Changes in Exercise Capacity Following TAVR

Study Questions:

Does exercise capacity improve after transcatheter aortic valve replacement (TAVR)?

Methods:

Patients who were undergoing TAVR were included in the present study. Mean age was 79.9 years and 44% were male. Mean Society of Thoracic Surgeons (STS) score was 6.7% ± 4.2%. Exercise capacity was assessed at baseline and 6 months post-TAVR with 6-minute walk testing (6MWT). Clinical outcomes included all-cause death, cardiovascular death, rehospitalization for cardiovascular reasons, and a combined cardiovascular endpoint of cardiovascular death or re-hospitalization for cardiovascular reasons.

Results:

A total of 305 patients were included in this study.
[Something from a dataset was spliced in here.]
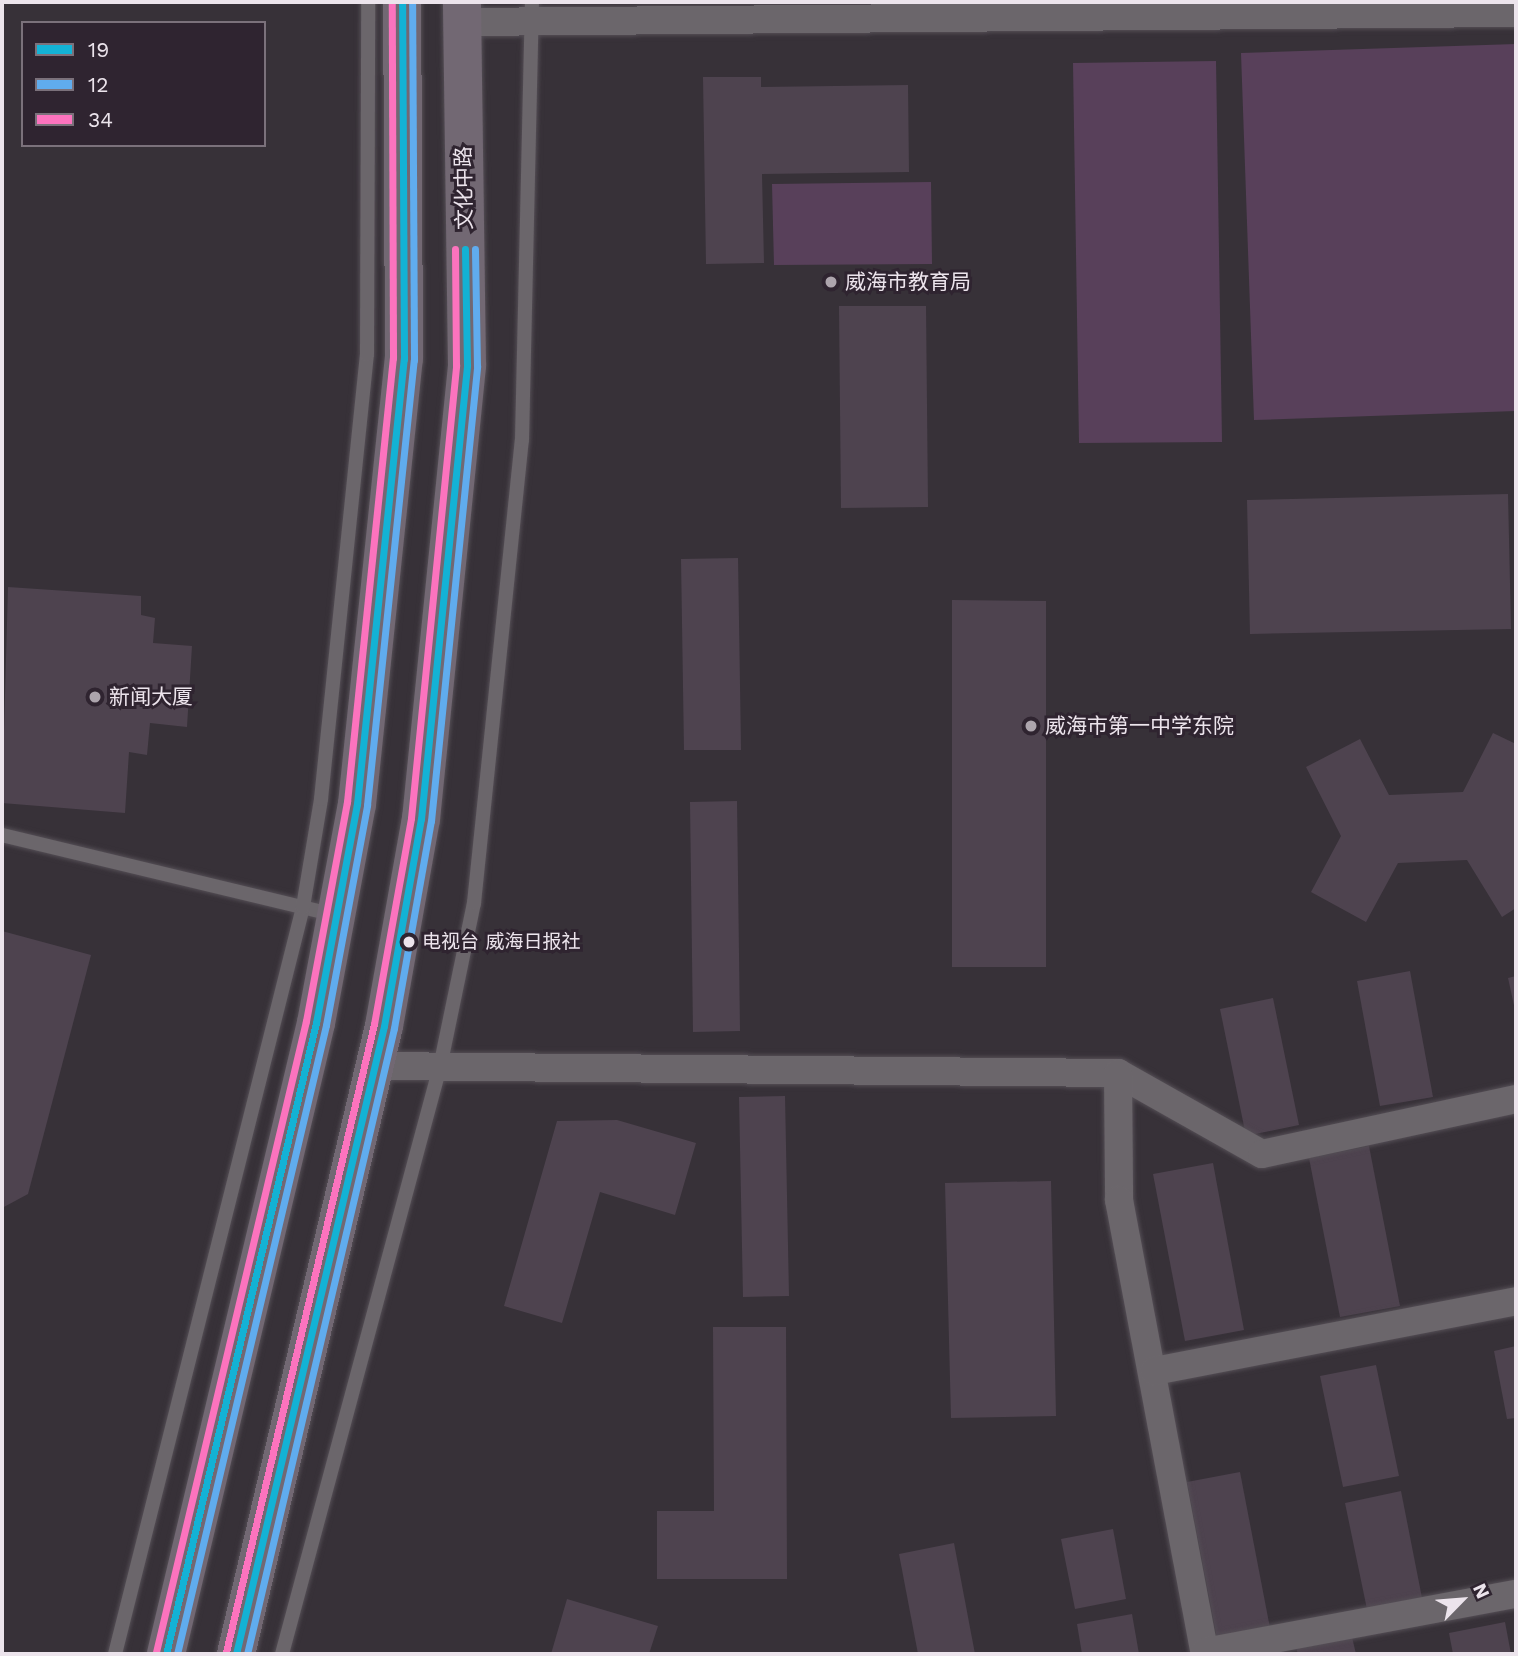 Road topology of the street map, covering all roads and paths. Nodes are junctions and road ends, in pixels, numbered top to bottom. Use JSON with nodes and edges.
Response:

The mean overall distances walked pre- and 6 months post-TAVR were 204 ± 119 and 263 ± 116 m, respectively (change in 6MWT = 60 ± 106 m), with 219 (72%) patients demonstrating an increase in their walking distance. Older age, female sex, and chronic obstructive pulmonary disease were associated with reduced improvement in exercise capacity. Bleeding (periprocedural or life-threatening) and new-onset anemia at 6 months post-TAVR were also associated with lack of improvement. Failure to improve the 6MWT distance by at least 20% was independently associated with all-cause death (p = 0.002), cardiovascular death, or re-hospitalization for cardiovascular causes (p = 0.001). Patients who were slow walkers and who were able to improve the 6MWT distance presented with significantly better outcomes than non-improvers (p = 0.01 for all-cause death; p = 0.001 for cardiovascular endpoint).

Conclusions:

The authors concluded that the lack of functional improvement post-TAVR was predicted by a mix of baseline and periprocedural factors translating into poorer clinical outcomes. These results suggest that systematically implementing exercise capacity assessment pre- and post-TAVR may help to improve patient risk-stratification.

Perspective:

These data suggest that functional testing can give providers and patients added information on risk for worse outcomes, and may be used to improve shared decision making.